Best Article on New Chanel No.5 Eau Première {The 5th Sense in the News}

Chanel-Jasmin.jpgThe Irish Independent has the best article I have seen so far written about the new version of Chanel No. 5 - that eternal classic - called Eau Première. One of the reasons, besides the fact that it is a detailed piece, is that we are offered a rare and informative interview with perfumer Christopher Sheldrake visiting the Chanel or rather Jospeph Mul's jasmine fields in Grasse for the first time; Mul has been under an exclusive contract with Chanel since 1987. Journalist Sarah Caden has managed to put the perfumer enough at ease so that he confides a bit.

Of interest for those who have followed Sheldrake's work with Serge Lutens is to learn that the perfumer was born in Madras, India and that his father was in the spice trade! Ensues more biographical details....
We also learn that Chanel are working on a "top-secret iris project" that will allow the house to, apparently, use more of the ingredient. 

I am not so sure that the formula of Chanel No. 5 has remained 100 % unchanged since 1921 as Caden claims, but the Chanel perfumers certainly try to preserve the original perfume as best they can.

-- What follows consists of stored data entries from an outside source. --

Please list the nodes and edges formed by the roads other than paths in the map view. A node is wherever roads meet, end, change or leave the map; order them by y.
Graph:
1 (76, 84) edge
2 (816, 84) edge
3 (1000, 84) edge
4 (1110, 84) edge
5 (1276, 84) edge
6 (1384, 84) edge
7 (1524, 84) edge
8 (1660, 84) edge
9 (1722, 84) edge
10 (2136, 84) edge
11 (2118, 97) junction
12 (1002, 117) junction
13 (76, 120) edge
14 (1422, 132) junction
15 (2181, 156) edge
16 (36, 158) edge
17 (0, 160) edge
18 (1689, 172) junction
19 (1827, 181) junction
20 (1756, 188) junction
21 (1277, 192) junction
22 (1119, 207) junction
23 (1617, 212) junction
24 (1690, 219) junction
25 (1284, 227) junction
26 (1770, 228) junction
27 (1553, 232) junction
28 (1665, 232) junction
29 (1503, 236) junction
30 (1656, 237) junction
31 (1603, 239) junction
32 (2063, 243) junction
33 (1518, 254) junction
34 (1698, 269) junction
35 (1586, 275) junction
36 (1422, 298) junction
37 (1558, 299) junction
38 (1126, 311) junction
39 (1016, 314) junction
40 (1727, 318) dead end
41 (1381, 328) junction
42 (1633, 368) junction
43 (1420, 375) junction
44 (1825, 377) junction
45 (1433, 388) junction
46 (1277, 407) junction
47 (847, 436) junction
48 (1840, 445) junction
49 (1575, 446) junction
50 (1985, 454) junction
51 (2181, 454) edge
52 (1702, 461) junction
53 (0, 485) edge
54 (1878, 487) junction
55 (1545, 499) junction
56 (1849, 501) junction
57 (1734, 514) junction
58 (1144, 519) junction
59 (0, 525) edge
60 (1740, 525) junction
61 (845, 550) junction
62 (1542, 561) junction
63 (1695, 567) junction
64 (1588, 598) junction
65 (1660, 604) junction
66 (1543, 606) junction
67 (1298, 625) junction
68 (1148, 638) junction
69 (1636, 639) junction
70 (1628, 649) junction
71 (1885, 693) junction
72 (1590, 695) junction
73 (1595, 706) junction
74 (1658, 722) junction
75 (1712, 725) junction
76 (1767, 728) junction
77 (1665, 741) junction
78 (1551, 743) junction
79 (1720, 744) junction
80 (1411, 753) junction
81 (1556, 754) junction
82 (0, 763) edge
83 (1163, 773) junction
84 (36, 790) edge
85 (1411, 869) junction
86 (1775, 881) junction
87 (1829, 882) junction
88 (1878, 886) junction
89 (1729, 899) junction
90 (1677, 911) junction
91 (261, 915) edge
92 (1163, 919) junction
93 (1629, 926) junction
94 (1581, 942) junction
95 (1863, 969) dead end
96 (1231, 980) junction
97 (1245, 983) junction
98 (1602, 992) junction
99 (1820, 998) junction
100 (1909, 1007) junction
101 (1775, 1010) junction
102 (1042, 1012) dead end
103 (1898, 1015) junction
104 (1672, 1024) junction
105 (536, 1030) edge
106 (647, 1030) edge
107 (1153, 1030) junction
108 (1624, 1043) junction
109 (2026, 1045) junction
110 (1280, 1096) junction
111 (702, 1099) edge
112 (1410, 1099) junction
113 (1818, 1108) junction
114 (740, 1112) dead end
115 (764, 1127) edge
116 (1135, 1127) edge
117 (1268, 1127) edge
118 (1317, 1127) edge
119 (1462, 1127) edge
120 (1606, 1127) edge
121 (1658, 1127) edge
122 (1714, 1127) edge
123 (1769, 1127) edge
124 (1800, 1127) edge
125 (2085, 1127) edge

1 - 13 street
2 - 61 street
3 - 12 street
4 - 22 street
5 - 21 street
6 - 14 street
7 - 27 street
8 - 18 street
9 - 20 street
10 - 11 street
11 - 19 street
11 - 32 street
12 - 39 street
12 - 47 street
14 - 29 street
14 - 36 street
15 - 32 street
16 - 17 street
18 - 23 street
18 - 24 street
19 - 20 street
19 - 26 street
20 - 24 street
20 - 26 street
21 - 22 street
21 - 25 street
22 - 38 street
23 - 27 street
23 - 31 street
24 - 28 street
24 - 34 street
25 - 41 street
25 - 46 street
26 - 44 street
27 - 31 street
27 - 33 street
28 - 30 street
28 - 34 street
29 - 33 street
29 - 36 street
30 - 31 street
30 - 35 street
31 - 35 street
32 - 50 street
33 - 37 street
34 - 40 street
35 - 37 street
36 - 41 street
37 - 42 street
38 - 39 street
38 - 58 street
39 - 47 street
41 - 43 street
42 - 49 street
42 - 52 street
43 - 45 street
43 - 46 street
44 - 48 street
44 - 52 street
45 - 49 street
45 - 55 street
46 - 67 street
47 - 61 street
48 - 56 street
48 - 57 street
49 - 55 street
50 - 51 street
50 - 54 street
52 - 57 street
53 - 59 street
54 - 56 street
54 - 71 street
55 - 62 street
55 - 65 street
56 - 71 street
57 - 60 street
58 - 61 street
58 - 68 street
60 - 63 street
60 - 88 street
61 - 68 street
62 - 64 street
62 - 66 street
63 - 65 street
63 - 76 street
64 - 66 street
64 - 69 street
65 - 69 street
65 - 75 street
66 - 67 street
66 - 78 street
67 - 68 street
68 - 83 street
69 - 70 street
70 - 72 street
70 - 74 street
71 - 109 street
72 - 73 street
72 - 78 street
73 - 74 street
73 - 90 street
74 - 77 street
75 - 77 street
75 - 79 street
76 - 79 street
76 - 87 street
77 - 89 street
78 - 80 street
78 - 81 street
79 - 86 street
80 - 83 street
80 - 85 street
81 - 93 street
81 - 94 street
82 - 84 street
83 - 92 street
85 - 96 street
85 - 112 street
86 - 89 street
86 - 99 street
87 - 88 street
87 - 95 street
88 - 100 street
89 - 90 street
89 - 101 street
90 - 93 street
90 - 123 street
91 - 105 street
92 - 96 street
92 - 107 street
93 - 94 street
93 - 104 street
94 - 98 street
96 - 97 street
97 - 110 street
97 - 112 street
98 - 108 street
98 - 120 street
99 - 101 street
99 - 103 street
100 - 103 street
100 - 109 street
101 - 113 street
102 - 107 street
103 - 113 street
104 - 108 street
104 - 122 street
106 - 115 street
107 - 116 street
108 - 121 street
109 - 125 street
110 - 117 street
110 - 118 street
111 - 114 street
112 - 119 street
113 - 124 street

We also get the confirmation that there was indeed a problem with the cap of Chanel No. 5 Eau Première which led to the delay of its launch, as reported last year.

"As many people do in this business, I fell into it," he laughs, as various bottles of No 5 are laid out before us.

"I was born in India and my father was involved in the spice business in Madras, so I suppose I was always aware of fragrance, but I was a rugger player and hoped to be an architect, and if anyone had said I would end up a perfumer, I wouldn't have known what they were talking about.

"I came to Grasse to improve my French," he explains. "I began teaching English to a group of perfumers and by teaching them the language of their business, I began to learn about it. I went into the business, worked with very experienced perfumers on all types of fragrance and learned a lot, and then spent about three years in Paris with Chanel."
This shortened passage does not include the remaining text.